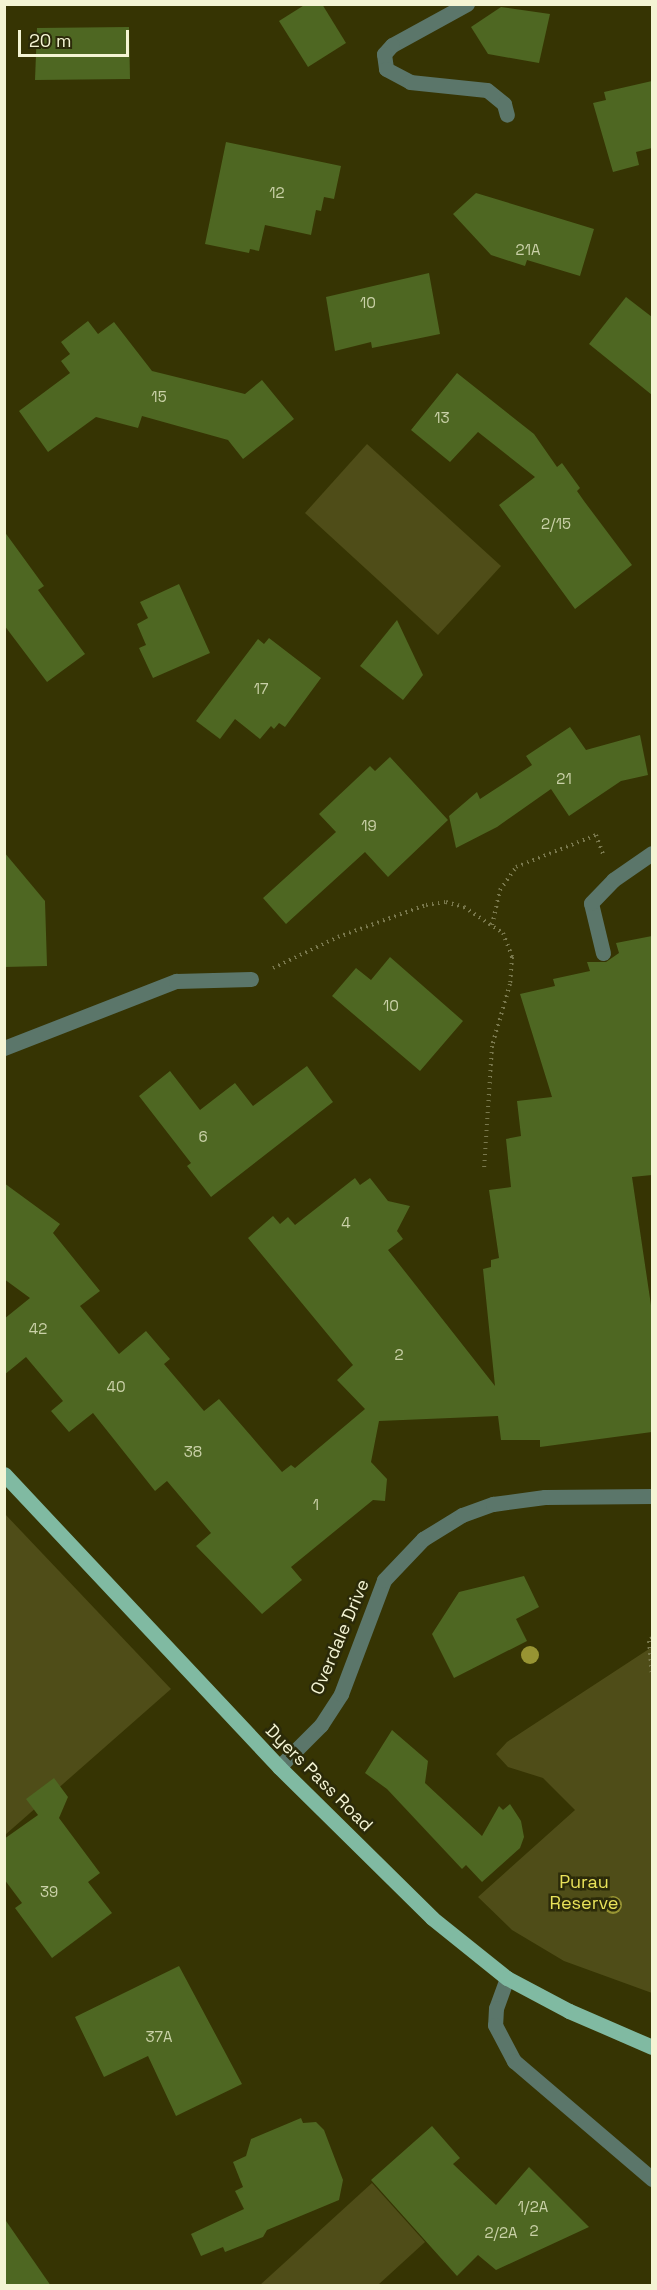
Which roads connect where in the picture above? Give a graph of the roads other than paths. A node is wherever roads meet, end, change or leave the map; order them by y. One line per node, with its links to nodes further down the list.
1 (467, 4): 2 (street)
2 (507, 115)
3 (652, 853): 4 (street)
4 (603, 953)
5 (251, 979): 6 (street)
6 (4, 1048)
7 (4, 1474): 9 (main road, Dyers Pass Road)
8 (652, 1496): 9 (street, Overdale Drive)
9 (279, 1767): 10 (main road, Dyers Pass Road)
10 (507, 1978): 11 (main road, Dyers Pass Road); 12 (street)
11 (652, 2047)
12 (652, 2179)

DIRECTIONS: Please reproduce the records above exactly, omitting every picture.

SOLVED EXERCISE:
Which roads connect where in the picture above? Give a graph of the roads other than paths. A node is wherever roads meet, end, change or leave the map; order them by y. One line per node, with its links to nodes further down the list.
1 (467, 4): 2 (street)
2 (507, 115)
3 (652, 853): 4 (street)
4 (603, 953)
5 (251, 979): 6 (street)
6 (4, 1048)
7 (4, 1474): 9 (main road, Dyers Pass Road)
8 (652, 1496): 9 (street, Overdale Drive)
9 (279, 1767): 10 (main road, Dyers Pass Road)
10 (507, 1978): 11 (main road, Dyers Pass Road); 12 (street)
11 (652, 2047)
12 (652, 2179)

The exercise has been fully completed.